*** ENTRIES SUPPLIED ***

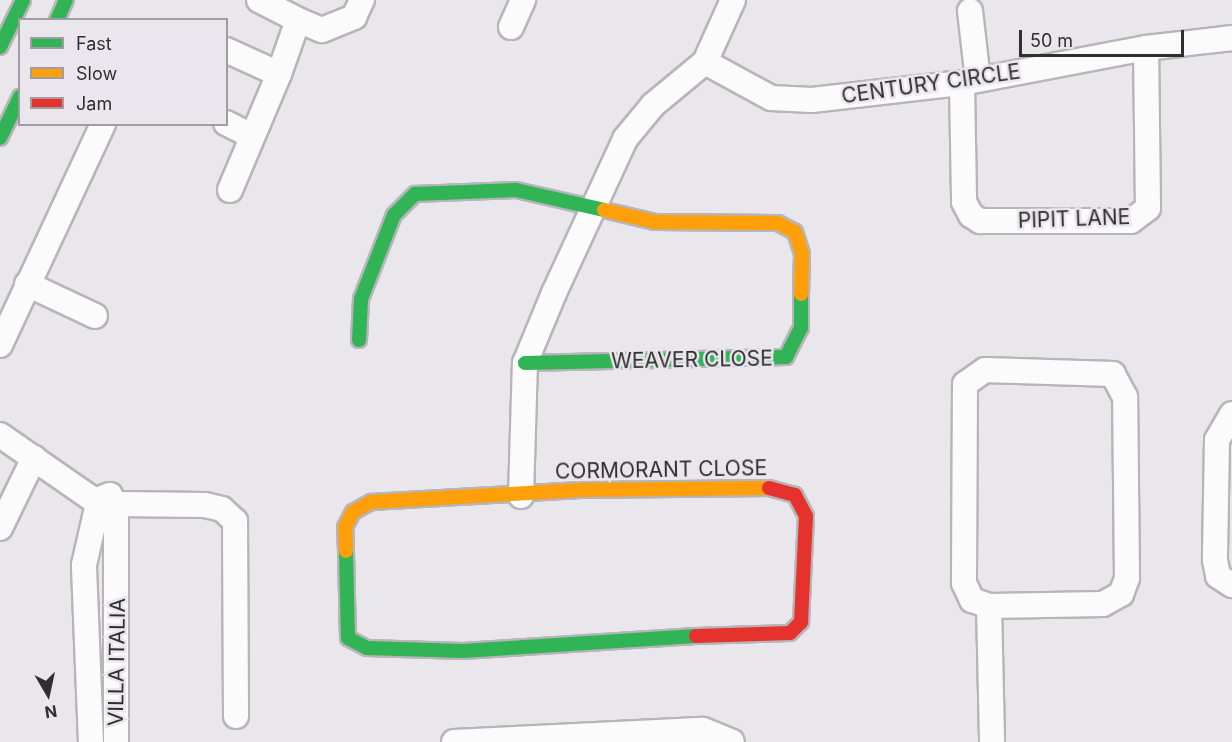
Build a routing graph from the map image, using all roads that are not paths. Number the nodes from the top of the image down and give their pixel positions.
1 (23, 0) edge
2 (66, 0) edge
3 (259, 0) edge
4 (362, 0) edge
5 (523, 0) edge
6 (733, 0) edge
7 (970, 11) dead end
8 (58, 18) edge
9 (298, 20) junction
10 (511, 27) dead end
11 (1232, 38) edge
12 (0, 47) edge
13 (1146, 48) junction
14 (228, 51) edge
15 (705, 62) junction
16 (279, 74) junction
17 (970, 82) junction
18 (18, 101) edge
19 (228, 124) edge
20 (103, 126) edge
21 (252, 136) junction
22 (0, 138) edge
23 (230, 190) dead end
24 (594, 208) junction
25 (27, 284) junction
26 (95, 316) dead end
27 (359, 340) dead end
28 (0, 345) edge
29 (525, 363) junction
30 (1232, 414) edge
31 (0, 435) edge
32 (34, 458) junction
33 (521, 496) junction
34 (106, 507) junction
35 (0, 528) edge
36 (1232, 585) edge
37 (989, 606) junction
38 (85, 621) junction
39 (118, 621) junction
40 (236, 716) dead end
41 (730, 740) edge
42 (491, 741) edge
43 (91, 742) edge
44 (116, 742) edge
45 (454, 742) edge
46 (993, 742) edge

1 - 12 street
2 - 8 street
3 - 9 street
4 - 9 street
5 - 10 street
6 - 15 street
7 - 17 street
9 - 16 street
11 - 13 street, CENTURY CIRCLE
13 - 17 street, CENTURY CIRCLE
13 - 17 street, PIPIT LANE
14 - 16 street
15 - 17 street, CENTURY CIRCLE
15 - 24 street
16 - 21 street
18 - 22 street
19 - 21 street
20 - 25 street
21 - 23 street
24 - 27 street
24 - 29 street
24 - 29 street, WEAVER CLOSE
25 - 26 street
25 - 28 street
29 - 33 street
30 - 36 street
31 - 32 street
32 - 34 street
32 - 35 street
33 - 33 street, CORMORANT CLOSE
34 - 38 street, VILLA ITALIA
34 - 39 street, VILLA ITALIA
34 - 40 street
37 - 37 street
37 - 46 street
38 - 39 street
38 - 43 street, VILLA ITALIA
39 - 44 street, VILLA ITALIA
41 - 42 street
42 - 45 street

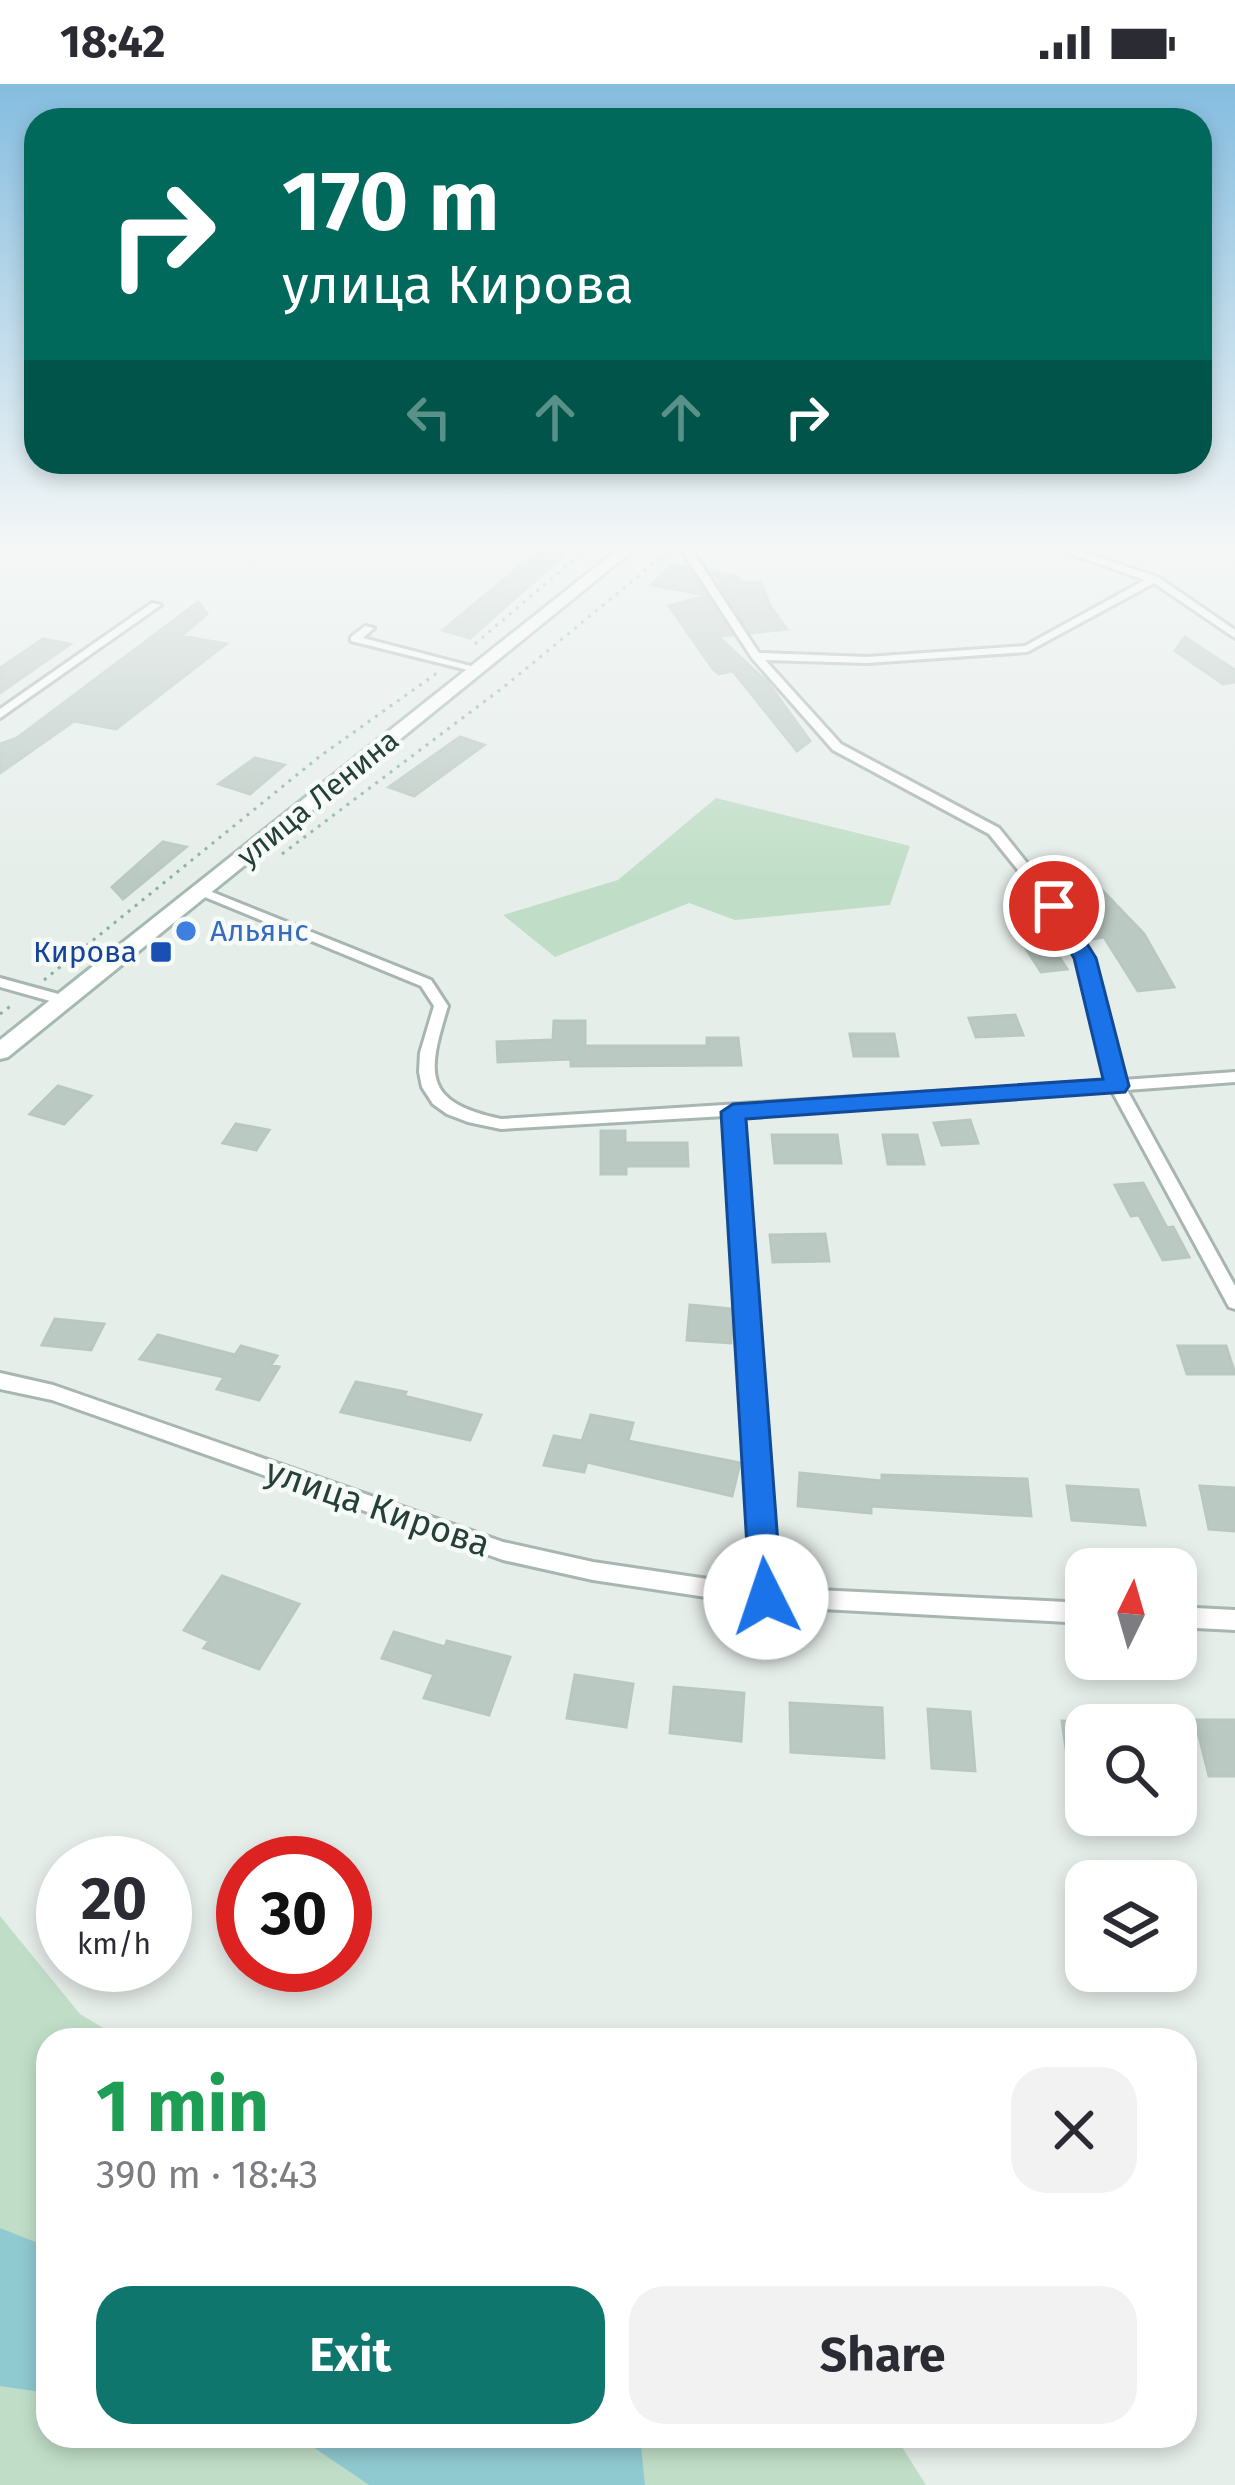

*** End of ENTRIES SUPPLIED ***

Only the pictures stay out; the rest of the entries above must be written out exactly.

TASK SOLUTION >>
Build a routing graph from the map image, using all roads that are not paths. Number the nodes from the top of the image down and give their pixel positions.
1 (23, 0) edge
2 (66, 0) edge
3 (259, 0) edge
4 (362, 0) edge
5 (523, 0) edge
6 (733, 0) edge
7 (970, 11) dead end
8 (58, 18) edge
9 (298, 20) junction
10 (511, 27) dead end
11 (1232, 38) edge
12 (0, 47) edge
13 (1146, 48) junction
14 (228, 51) edge
15 (705, 62) junction
16 (279, 74) junction
17 (970, 82) junction
18 (18, 101) edge
19 (228, 124) edge
20 (103, 126) edge
21 (252, 136) junction
22 (0, 138) edge
23 (230, 190) dead end
24 (594, 208) junction
25 (27, 284) junction
26 (95, 316) dead end
27 (359, 340) dead end
28 (0, 345) edge
29 (525, 363) junction
30 (1232, 414) edge
31 (0, 435) edge
32 (34, 458) junction
33 (521, 496) junction
34 (106, 507) junction
35 (0, 528) edge
36 (1232, 585) edge
37 (989, 606) junction
38 (85, 621) junction
39 (118, 621) junction
40 (236, 716) dead end
41 (730, 740) edge
42 (491, 741) edge
43 (91, 742) edge
44 (116, 742) edge
45 (454, 742) edge
46 (993, 742) edge

1 - 12 street
2 - 8 street
3 - 9 street
4 - 9 street
5 - 10 street
6 - 15 street
7 - 17 street
9 - 16 street
11 - 13 street, CENTURY CIRCLE
13 - 17 street, CENTURY CIRCLE
13 - 17 street, PIPIT LANE
14 - 16 street
15 - 17 street, CENTURY CIRCLE
15 - 24 street
16 - 21 street
18 - 22 street
19 - 21 street
20 - 25 street
21 - 23 street
24 - 27 street
24 - 29 street
24 - 29 street, WEAVER CLOSE
25 - 26 street
25 - 28 street
29 - 33 street
30 - 36 street
31 - 32 street
32 - 34 street
32 - 35 street
33 - 33 street, CORMORANT CLOSE
34 - 38 street, VILLA ITALIA
34 - 39 street, VILLA ITALIA
34 - 40 street
37 - 37 street
37 - 46 street
38 - 39 street
38 - 43 street, VILLA ITALIA
39 - 44 street, VILLA ITALIA
41 - 42 street
42 - 45 street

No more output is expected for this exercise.